____ DATA
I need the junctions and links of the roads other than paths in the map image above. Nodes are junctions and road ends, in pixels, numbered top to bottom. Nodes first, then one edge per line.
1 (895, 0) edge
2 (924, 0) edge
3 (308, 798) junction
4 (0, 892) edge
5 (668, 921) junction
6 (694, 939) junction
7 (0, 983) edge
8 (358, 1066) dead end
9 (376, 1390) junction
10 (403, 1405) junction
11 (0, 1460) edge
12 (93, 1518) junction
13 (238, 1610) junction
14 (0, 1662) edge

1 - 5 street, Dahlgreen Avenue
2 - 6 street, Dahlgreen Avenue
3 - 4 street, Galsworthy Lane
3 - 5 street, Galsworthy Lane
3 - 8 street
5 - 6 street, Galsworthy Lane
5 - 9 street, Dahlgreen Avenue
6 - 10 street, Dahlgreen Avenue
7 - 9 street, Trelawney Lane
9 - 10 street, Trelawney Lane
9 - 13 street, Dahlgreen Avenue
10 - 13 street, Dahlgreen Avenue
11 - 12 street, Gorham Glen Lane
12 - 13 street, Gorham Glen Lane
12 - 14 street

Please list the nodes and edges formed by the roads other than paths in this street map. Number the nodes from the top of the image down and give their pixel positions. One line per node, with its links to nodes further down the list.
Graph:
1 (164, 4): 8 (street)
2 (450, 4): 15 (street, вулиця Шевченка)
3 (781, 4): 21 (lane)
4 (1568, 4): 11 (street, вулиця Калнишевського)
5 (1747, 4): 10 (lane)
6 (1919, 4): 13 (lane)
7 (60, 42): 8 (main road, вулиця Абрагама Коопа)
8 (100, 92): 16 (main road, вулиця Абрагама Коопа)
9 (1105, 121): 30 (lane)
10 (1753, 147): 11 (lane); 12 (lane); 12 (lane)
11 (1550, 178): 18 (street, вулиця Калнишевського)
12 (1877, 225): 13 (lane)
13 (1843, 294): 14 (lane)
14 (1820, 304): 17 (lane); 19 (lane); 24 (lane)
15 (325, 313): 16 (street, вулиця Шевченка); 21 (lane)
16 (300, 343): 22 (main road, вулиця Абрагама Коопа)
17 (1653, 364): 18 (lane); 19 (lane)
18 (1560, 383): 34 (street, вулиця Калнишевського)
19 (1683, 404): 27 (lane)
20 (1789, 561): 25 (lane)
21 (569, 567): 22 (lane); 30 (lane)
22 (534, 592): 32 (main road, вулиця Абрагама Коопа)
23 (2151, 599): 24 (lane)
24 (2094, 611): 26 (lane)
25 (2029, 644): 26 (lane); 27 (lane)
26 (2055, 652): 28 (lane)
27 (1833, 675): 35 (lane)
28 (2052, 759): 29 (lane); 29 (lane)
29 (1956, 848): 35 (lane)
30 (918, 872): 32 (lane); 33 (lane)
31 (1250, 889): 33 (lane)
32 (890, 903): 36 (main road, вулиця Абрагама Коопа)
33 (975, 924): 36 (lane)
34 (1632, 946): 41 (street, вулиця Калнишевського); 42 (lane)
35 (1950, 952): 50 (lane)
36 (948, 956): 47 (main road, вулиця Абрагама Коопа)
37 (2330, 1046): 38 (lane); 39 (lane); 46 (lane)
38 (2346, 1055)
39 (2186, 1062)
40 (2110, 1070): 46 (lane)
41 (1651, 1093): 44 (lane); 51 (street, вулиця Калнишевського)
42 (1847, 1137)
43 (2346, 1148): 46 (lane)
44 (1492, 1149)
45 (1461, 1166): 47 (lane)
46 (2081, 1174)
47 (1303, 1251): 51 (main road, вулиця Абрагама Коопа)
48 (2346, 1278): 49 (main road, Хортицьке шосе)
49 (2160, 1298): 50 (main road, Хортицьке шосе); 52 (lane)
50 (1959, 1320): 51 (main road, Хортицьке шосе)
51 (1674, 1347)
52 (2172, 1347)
________
TO DO: Transcribe each record exactly. Leave nothing out.

SOLUTION TO THE PROBLEM:
I need the junctions and links of the roads other than paths in the map image above. Nodes are junctions and road ends, in pixels, numbered top to bottom. Nodes first, then one edge per line.
1 (895, 0) edge
2 (924, 0) edge
3 (308, 798) junction
4 (0, 892) edge
5 (668, 921) junction
6 (694, 939) junction
7 (0, 983) edge
8 (358, 1066) dead end
9 (376, 1390) junction
10 (403, 1405) junction
11 (0, 1460) edge
12 (93, 1518) junction
13 (238, 1610) junction
14 (0, 1662) edge

1 - 5 street, Dahlgreen Avenue
2 - 6 street, Dahlgreen Avenue
3 - 4 street, Galsworthy Lane
3 - 5 street, Galsworthy Lane
3 - 8 street
5 - 6 street, Galsworthy Lane
5 - 9 street, Dahlgreen Avenue
6 - 10 street, Dahlgreen Avenue
7 - 9 street, Trelawney Lane
9 - 10 street, Trelawney Lane
9 - 13 street, Dahlgreen Avenue
10 - 13 street, Dahlgreen Avenue
11 - 12 street, Gorham Glen Lane
12 - 13 street, Gorham Glen Lane
12 - 14 street

Please list the nodes and edges formed by the roads other than paths in this street map. Number the nodes from the top of the image down and give their pixel positions. One line per node, with its links to nodes further down the list.
Graph:
1 (164, 4): 8 (street)
2 (450, 4): 15 (street, вулиця Шевченка)
3 (781, 4): 21 (lane)
4 (1568, 4): 11 (street, вулиця Калнишевського)
5 (1747, 4): 10 (lane)
6 (1919, 4): 13 (lane)
7 (60, 42): 8 (main road, вулиця Абрагама Коопа)
8 (100, 92): 16 (main road, вулиця Абрагама Коопа)
9 (1105, 121): 30 (lane)
10 (1753, 147): 11 (lane); 12 (lane); 12 (lane)
11 (1550, 178): 18 (street, вулиця Калнишевського)
12 (1877, 225): 13 (lane)
13 (1843, 294): 14 (lane)
14 (1820, 304): 17 (lane); 19 (lane); 24 (lane)
15 (325, 313): 16 (street, вулиця Шевченка); 21 (lane)
16 (300, 343): 22 (main road, вулиця Абрагама Коопа)
17 (1653, 364): 18 (lane); 19 (lane)
18 (1560, 383): 34 (street, вулиця Калнишевського)
19 (1683, 404): 27 (lane)
20 (1789, 561): 25 (lane)
21 (569, 567): 22 (lane); 30 (lane)
22 (534, 592): 32 (main road, вулиця Абрагама Коопа)
23 (2151, 599): 24 (lane)
24 (2094, 611): 26 (lane)
25 (2029, 644): 26 (lane); 27 (lane)
26 (2055, 652): 28 (lane)
27 (1833, 675): 35 (lane)
28 (2052, 759): 29 (lane); 29 (lane)
29 (1956, 848): 35 (lane)
30 (918, 872): 32 (lane); 33 (lane)
31 (1250, 889): 33 (lane)
32 (890, 903): 36 (main road, вулиця Абрагама Коопа)
33 (975, 924): 36 (lane)
34 (1632, 946): 41 (street, вулиця Калнишевського); 42 (lane)
35 (1950, 952): 50 (lane)
36 (948, 956): 47 (main road, вулиця Абрагама Коопа)
37 (2330, 1046): 38 (lane); 39 (lane); 46 (lane)
38 (2346, 1055)
39 (2186, 1062)
40 (2110, 1070): 46 (lane)
41 (1651, 1093): 44 (lane); 51 (street, вулиця Калнишевського)
42 (1847, 1137)
43 (2346, 1148): 46 (lane)
44 (1492, 1149)
45 (1461, 1166): 47 (lane)
46 (2081, 1174)
47 (1303, 1251): 51 (main road, вулиця Абрагама Коопа)
48 (2346, 1278): 49 (main road, Хортицьке шосе)
49 (2160, 1298): 50 (main road, Хортицьке шосе); 52 (lane)
50 (1959, 1320): 51 (main road, Хортицьке шосе)
51 (1674, 1347)
52 (2172, 1347)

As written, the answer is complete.